**What this task involves**
An exact reproduction of the records is required. Images must be left out.
○ ○ ○
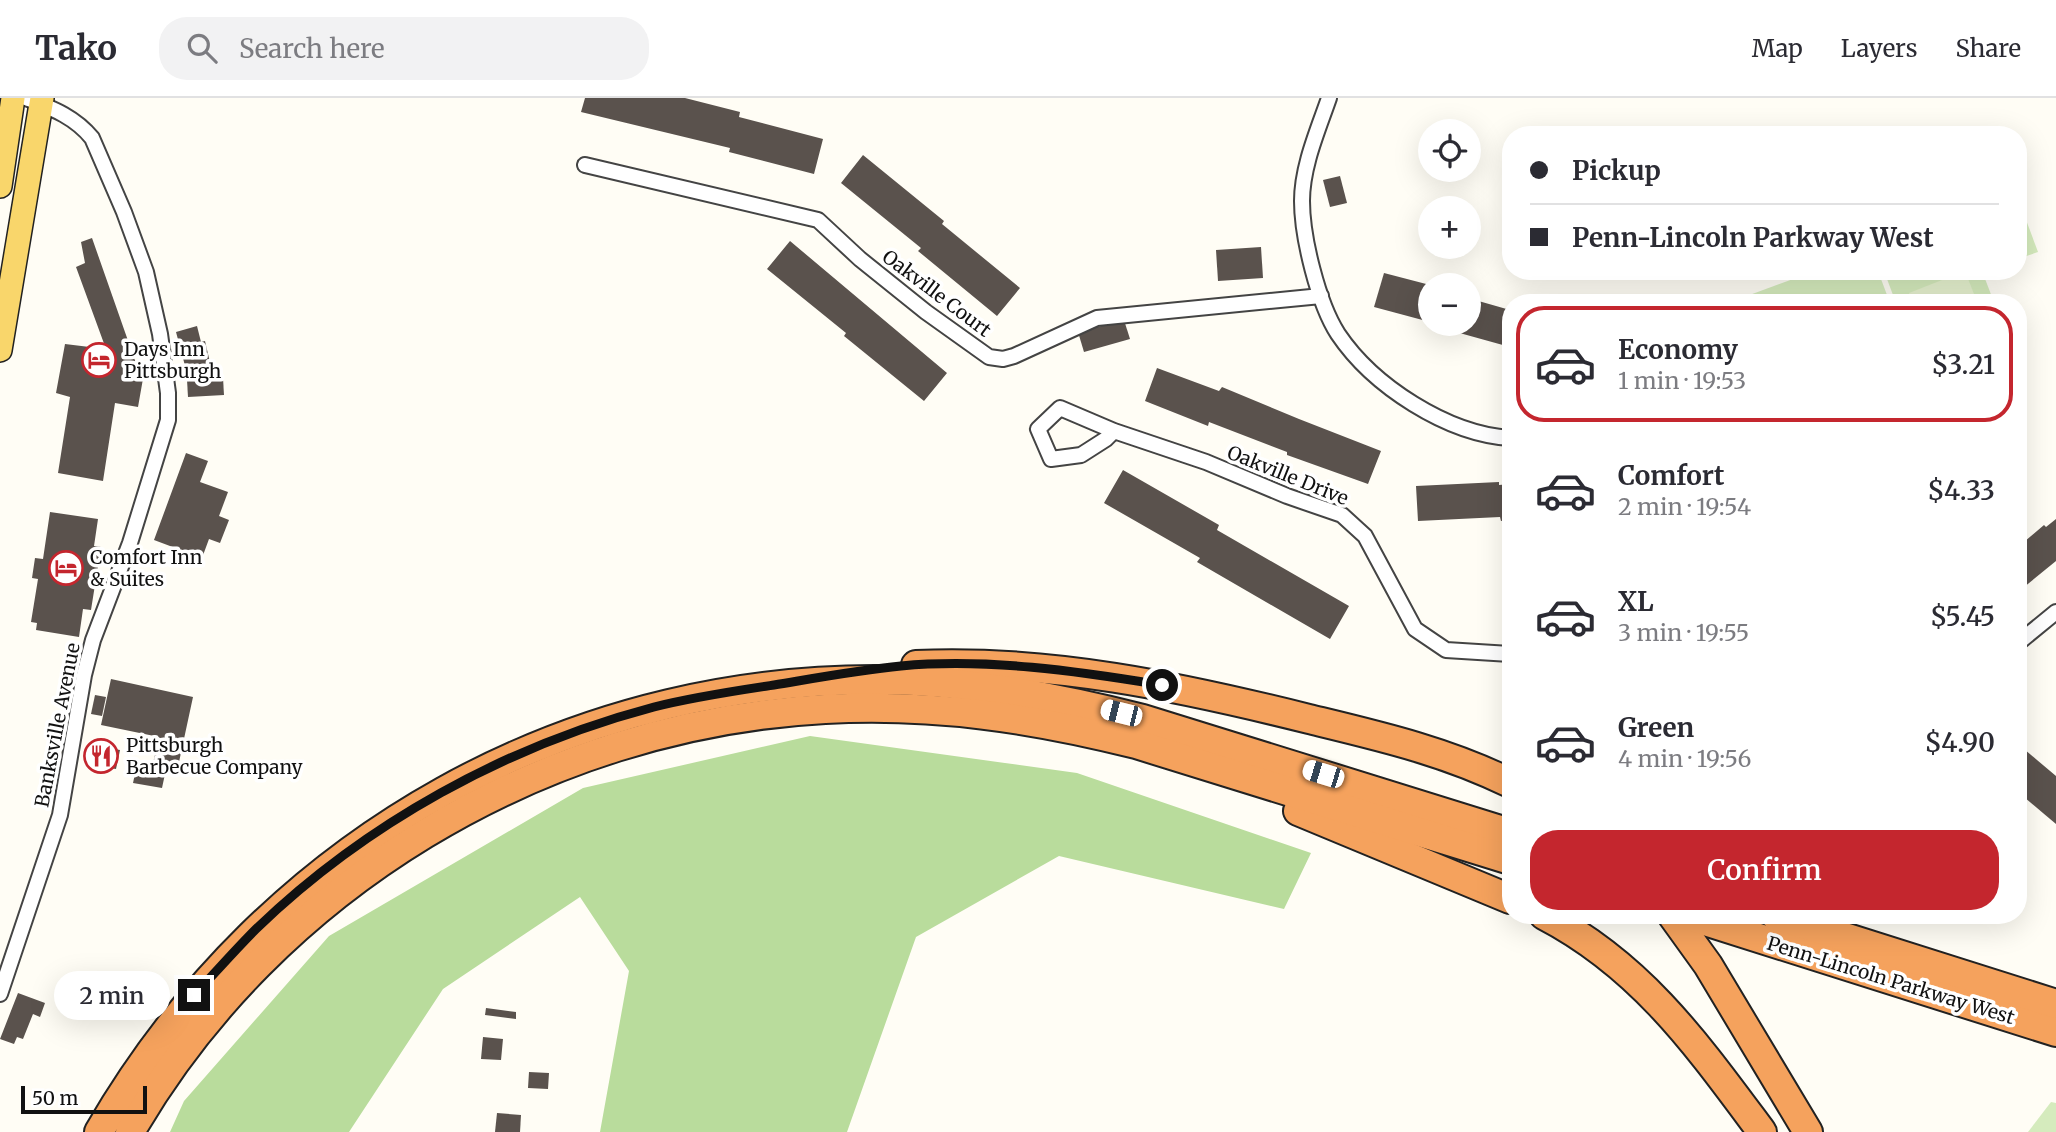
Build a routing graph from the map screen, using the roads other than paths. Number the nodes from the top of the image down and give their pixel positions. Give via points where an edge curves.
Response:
1 (13, 98) edge
2 (1329, 98) edge
3 (36, 100) edge
4 (585, 164) dead end
5 (0, 186) edge
6 (1321, 296) junction
7 (0, 350) edge
8 (1114, 431) junction
9 (1502, 438) edge
10 (2056, 612) edge
11 (2027, 636) edge
12 (1502, 654) edge
13 (735, 691) junction
14 (1136, 744) junction
15 (1502, 779) edge
16 (1502, 831) edge
17 (1502, 858) edge
18 (1502, 896) edge
19 (1558, 924) edge
20 (1678, 924) edge
21 (1714, 924) edge
22 (1803, 924) edge
23 (0, 994) edge
24 (2056, 1004) edge
25 (2056, 1032) edge
26 (99, 1132) edge
27 (130, 1132) edge
28 (1762, 1132) edge
29 (1808, 1132) edge

1 - 5 main road
2 - 6 street via 1308,161 1302,200 1308,254
3 - 7 main road
3 - 23 street, Banksville Avenue via 68,116 92,138 124,212 153,299 169,407 165,434 130,543 93,640 60,815
4 - 6 street, Oakville Court via 818,219 926,312 989,356 1003,359 1097,318
6 - 9 street via 1337,333 1390,387 1419,408 1465,429
8 - 8 street, Oakville Drive via 1060,408 1038,429 1051,458 1081,455
8 - 12 street, Oakville Drive via 1342,515 1365,536 1415,629 1446,650
10 - 11 street
13 - 15 highway via 917,665 1085,674 1232,699 1407,743
13 - 16 highway via 869,680 1020,692 1143,719
13 - 26 highway via 653,708 566,735 451,788 365,841 292,897 227,960 165,1032
14 - 17 highway
14 - 18 highway
14 - 27 highway via 1005,716 870,707 702,724 575,760 492,797 418,838 309,918 215,1013
19 - 28 highway via 1602,951 1647,989
20 - 29 highway
21 - 25 highway, Penn-Lincoln Parkway West
22 - 24 highway, Penn-Lincoln Parkway West

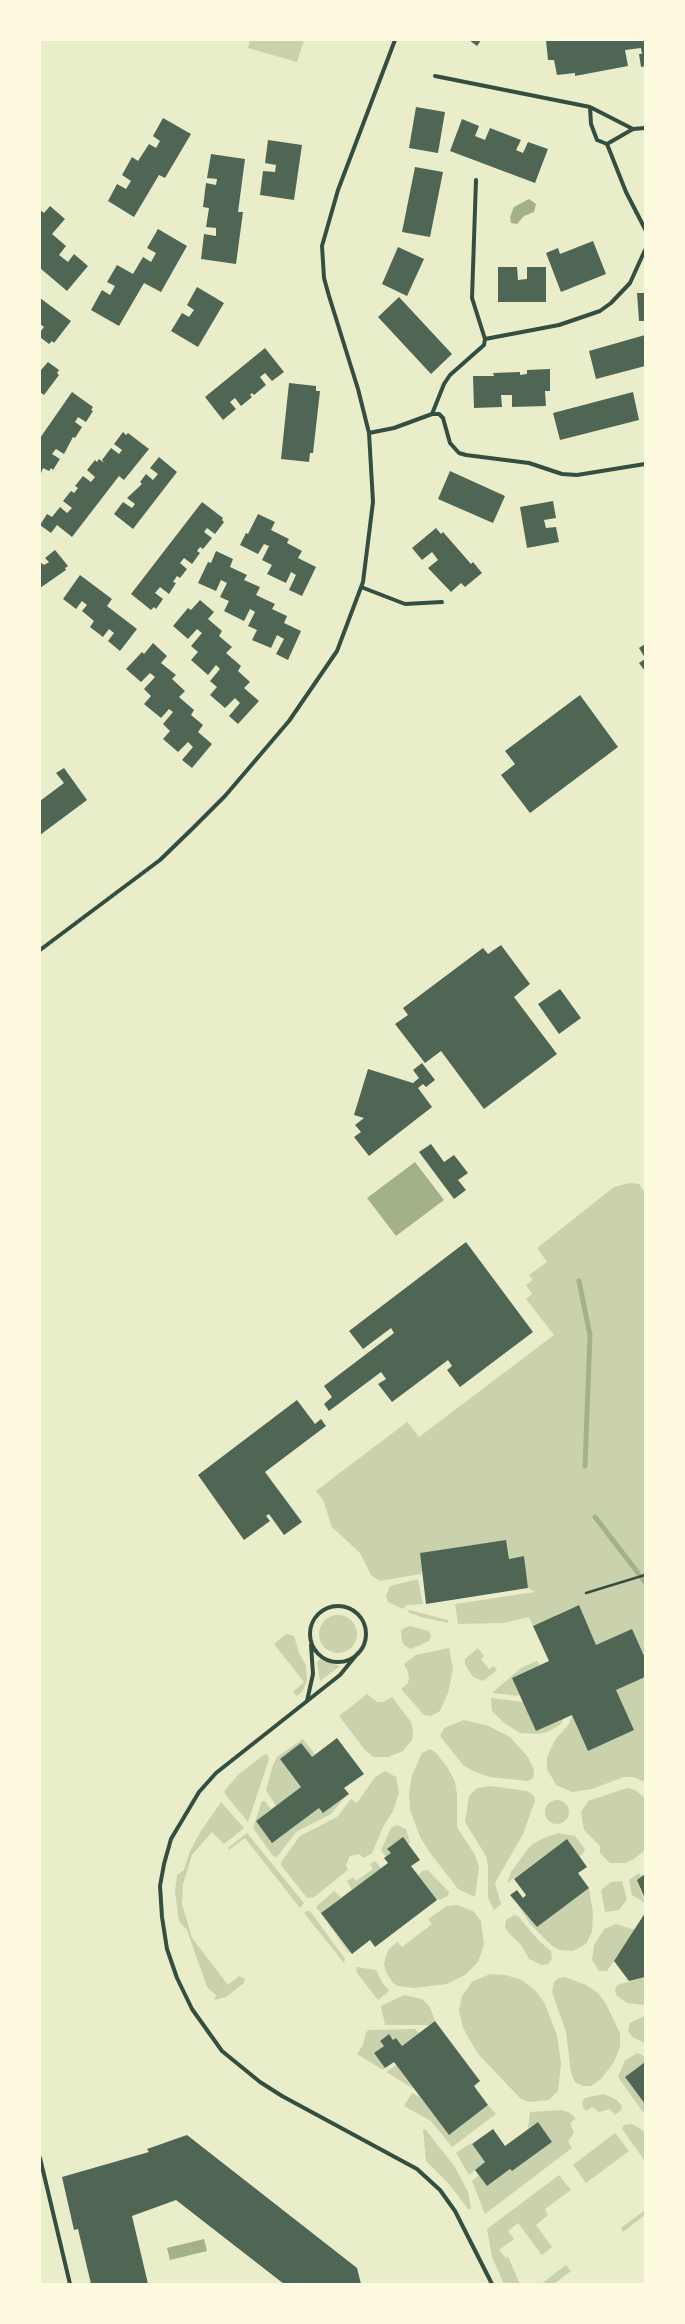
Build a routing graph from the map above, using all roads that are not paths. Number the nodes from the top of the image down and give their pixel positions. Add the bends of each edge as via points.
1 (395, 40) edge
2 (435, 76) dead end
3 (590, 107) junction
4 (645, 128) edge
5 (634, 129) junction
6 (607, 144) junction
7 (476, 180) dead end
8 (645, 229) edge
9 (645, 250) edge
10 (485, 339) junction
11 (432, 414) junction
12 (369, 433) junction
13 (645, 464) edge
14 (361, 587) junction
15 (442, 602) dead end
16 (40, 950) edge
17 (311, 1644) junction
18 (358, 1653) junction
19 (307, 1701) junction
20 (40, 2158) edge
21 (70, 2284) edge
22 (492, 2284) edge

1 - 12 street via 338,190 322,246 324,278
2 - 3 street
3 - 5 street
3 - 6 street via 591,124 597,140
4 - 5 street
5 - 6 street
6 - 8 street via 626,192
7 - 10 street via 472,298
9 - 10 street via 630,283 611,303 600,310 559,325
10 - 11 street via 482,349 459,365 444,384
11 - 12 street via 394,428
11 - 13 street via 439,414 443,418 450,443 459,453 466,455 529,463 562,474 577,475
12 - 14 street via 373,502
14 - 15 street via 405,604
14 - 16 street via 337,651 289,721 225,796 160,860
17 - 18 street via 323,1658 332,1661 342,1662
17 - 18 street via 310,1634 315,1617 330,1606 348,1607 359,1615 366,1627 364,1646
17 - 19 street via 313,1674
18 - 19 street via 340,1675
19 - 22 street via 205,1783 178,1826 166,1858 160,1886 167,1948 177,1978 192,2009 222,2051 282,2096 417,2169 440,2190 455,2211
20 - 21 street

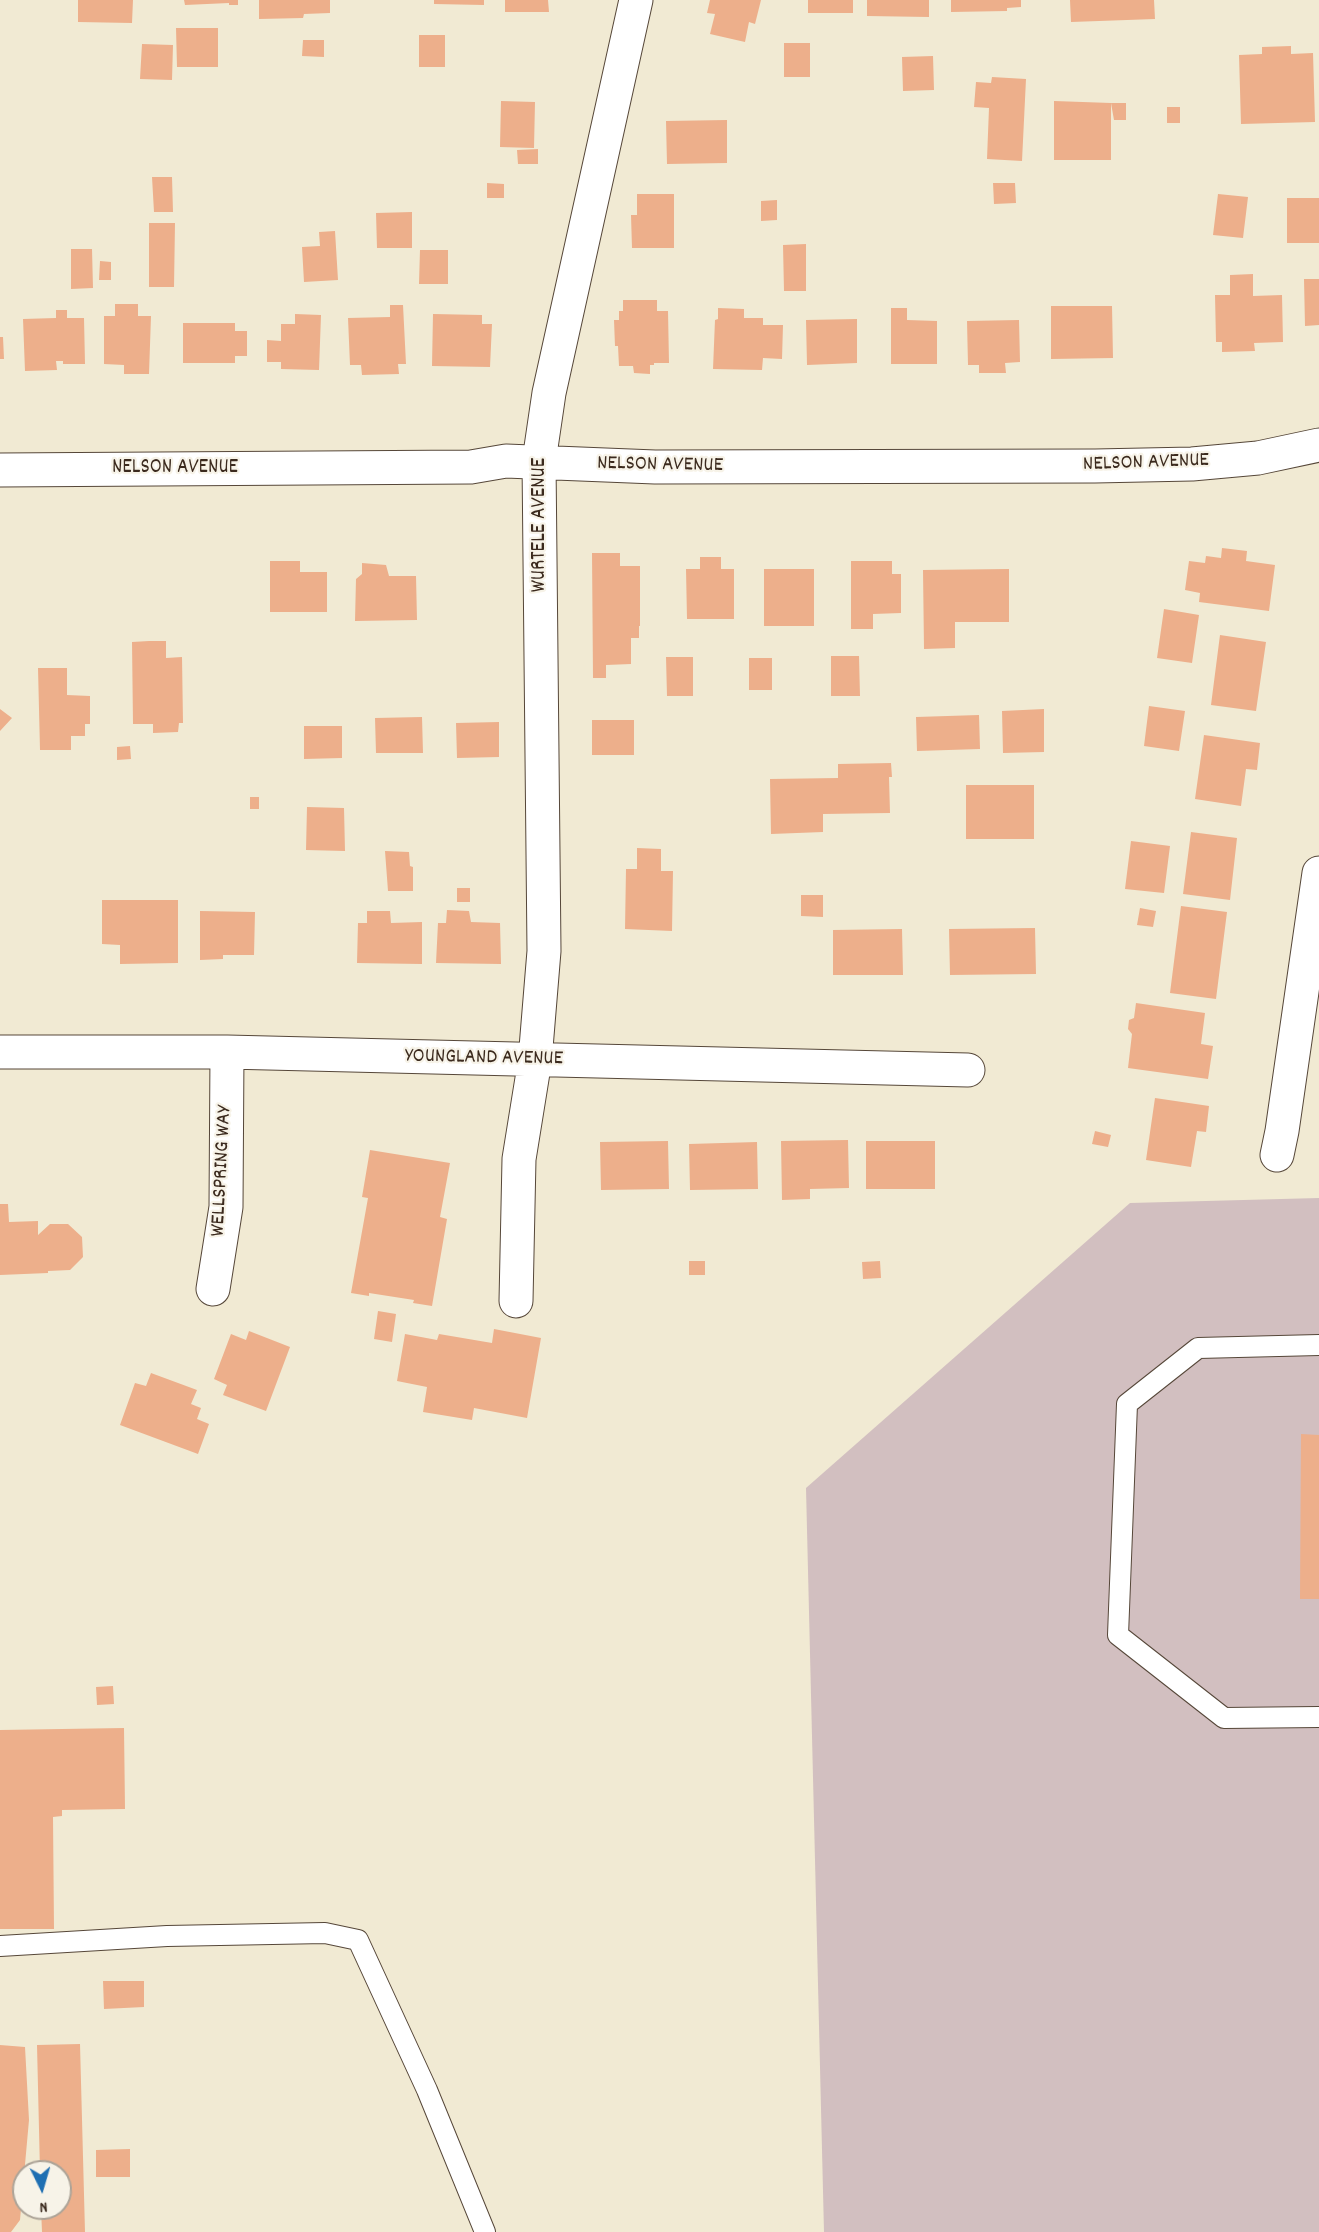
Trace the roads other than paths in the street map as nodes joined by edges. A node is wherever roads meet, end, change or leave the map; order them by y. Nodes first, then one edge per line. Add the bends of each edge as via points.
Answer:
1 (636, 0) edge
2 (1319, 445) edge
3 (539, 461) junction
4 (0, 470) edge
5 (1319, 873) edge
6 (1316, 924) edge
7 (0, 1052) edge
8 (227, 1052) junction
9 (535, 1060) junction
10 (968, 1070) dead end
11 (1276, 1155) dead end
12 (213, 1288) dead end
13 (516, 1301) dead end
14 (1319, 1345) edge
15 (1319, 1717) edge
16 (0, 1946) edge
17 (485, 2232) edge

1 - 3 street, WURTELE AVENUE via 549,393
2 - 3 street, NELSON AVENUE via 1258,458 1192,464 655,468
3 - 4 street, NELSON AVENUE via 471,467
3 - 9 street, WURTELE AVENUE via 544,951
5 - 6 street
6 - 11 street
7 - 8 street, YOUNGLAND AVENUE
8 - 9 street, YOUNGLAND AVENUE
8 - 12 street, WELLSPRING WAY via 226,1207
9 - 10 street, YOUNGLAND AVENUE
9 - 13 street, WURTELE AVENUE via 519,1159
14 - 15 lane via 1198,1348 1127,1404 1118,1635 1224,1718
16 - 17 lane via 167,1936 314,1933 358,1940 427,2090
○ ○ ○
**Response below**
Build a routing graph from the map screen, using the roads other than paths. Number the nodes from the top of the image down and give their pixel positions. Give via points where an edge curves.
Response:
1 (13, 98) edge
2 (1329, 98) edge
3 (36, 100) edge
4 (585, 164) dead end
5 (0, 186) edge
6 (1321, 296) junction
7 (0, 350) edge
8 (1114, 431) junction
9 (1502, 438) edge
10 (2056, 612) edge
11 (2027, 636) edge
12 (1502, 654) edge
13 (735, 691) junction
14 (1136, 744) junction
15 (1502, 779) edge
16 (1502, 831) edge
17 (1502, 858) edge
18 (1502, 896) edge
19 (1558, 924) edge
20 (1678, 924) edge
21 (1714, 924) edge
22 (1803, 924) edge
23 (0, 994) edge
24 (2056, 1004) edge
25 (2056, 1032) edge
26 (99, 1132) edge
27 (130, 1132) edge
28 (1762, 1132) edge
29 (1808, 1132) edge

1 - 5 main road
2 - 6 street via 1308,161 1302,200 1308,254
3 - 7 main road
3 - 23 street, Banksville Avenue via 68,116 92,138 124,212 153,299 169,407 165,434 130,543 93,640 60,815
4 - 6 street, Oakville Court via 818,219 926,312 989,356 1003,359 1097,318
6 - 9 street via 1337,333 1390,387 1419,408 1465,429
8 - 8 street, Oakville Drive via 1060,408 1038,429 1051,458 1081,455
8 - 12 street, Oakville Drive via 1342,515 1365,536 1415,629 1446,650
10 - 11 street
13 - 15 highway via 917,665 1085,674 1232,699 1407,743
13 - 16 highway via 869,680 1020,692 1143,719
13 - 26 highway via 653,708 566,735 451,788 365,841 292,897 227,960 165,1032
14 - 17 highway
14 - 18 highway
14 - 27 highway via 1005,716 870,707 702,724 575,760 492,797 418,838 309,918 215,1013
19 - 28 highway via 1602,951 1647,989
20 - 29 highway
21 - 25 highway, Penn-Lincoln Parkway West
22 - 24 highway, Penn-Lincoln Parkway West

Build a routing graph from the map above, using all roads that are not paths. Number the nodes from the top of the image down and give their pixel positions. Add the bends of each edge as via points.
1 (395, 40) edge
2 (435, 76) dead end
3 (590, 107) junction
4 (645, 128) edge
5 (634, 129) junction
6 (607, 144) junction
7 (476, 180) dead end
8 (645, 229) edge
9 (645, 250) edge
10 (485, 339) junction
11 (432, 414) junction
12 (369, 433) junction
13 (645, 464) edge
14 (361, 587) junction
15 (442, 602) dead end
16 (40, 950) edge
17 (311, 1644) junction
18 (358, 1653) junction
19 (307, 1701) junction
20 (40, 2158) edge
21 (70, 2284) edge
22 (492, 2284) edge

1 - 12 street via 338,190 322,246 324,278
2 - 3 street
3 - 5 street
3 - 6 street via 591,124 597,140
4 - 5 street
5 - 6 street
6 - 8 street via 626,192
7 - 10 street via 472,298
9 - 10 street via 630,283 611,303 600,310 559,325
10 - 11 street via 482,349 459,365 444,384
11 - 12 street via 394,428
11 - 13 street via 439,414 443,418 450,443 459,453 466,455 529,463 562,474 577,475
12 - 14 street via 373,502
14 - 15 street via 405,604
14 - 16 street via 337,651 289,721 225,796 160,860
17 - 18 street via 323,1658 332,1661 342,1662
17 - 18 street via 310,1634 315,1617 330,1606 348,1607 359,1615 366,1627 364,1646
17 - 19 street via 313,1674
18 - 19 street via 340,1675
19 - 22 street via 205,1783 178,1826 166,1858 160,1886 167,1948 177,1978 192,2009 222,2051 282,2096 417,2169 440,2190 455,2211
20 - 21 street

Trace the roads other than paths in the street map as nodes joined by edges. A node is wherever roads meet, end, change or leave the map; order them by y. Nodes first, then one edge per line. Add the bends of each edge as via points.
Answer:
1 (636, 0) edge
2 (1319, 445) edge
3 (539, 461) junction
4 (0, 470) edge
5 (1319, 873) edge
6 (1316, 924) edge
7 (0, 1052) edge
8 (227, 1052) junction
9 (535, 1060) junction
10 (968, 1070) dead end
11 (1276, 1155) dead end
12 (213, 1288) dead end
13 (516, 1301) dead end
14 (1319, 1345) edge
15 (1319, 1717) edge
16 (0, 1946) edge
17 (485, 2232) edge

1 - 3 street, WURTELE AVENUE via 549,393
2 - 3 street, NELSON AVENUE via 1258,458 1192,464 655,468
3 - 4 street, NELSON AVENUE via 471,467
3 - 9 street, WURTELE AVENUE via 544,951
5 - 6 street
6 - 11 street
7 - 8 street, YOUNGLAND AVENUE
8 - 9 street, YOUNGLAND AVENUE
8 - 12 street, WELLSPRING WAY via 226,1207
9 - 10 street, YOUNGLAND AVENUE
9 - 13 street, WURTELE AVENUE via 519,1159
14 - 15 lane via 1198,1348 1127,1404 1118,1635 1224,1718
16 - 17 lane via 167,1936 314,1933 358,1940 427,2090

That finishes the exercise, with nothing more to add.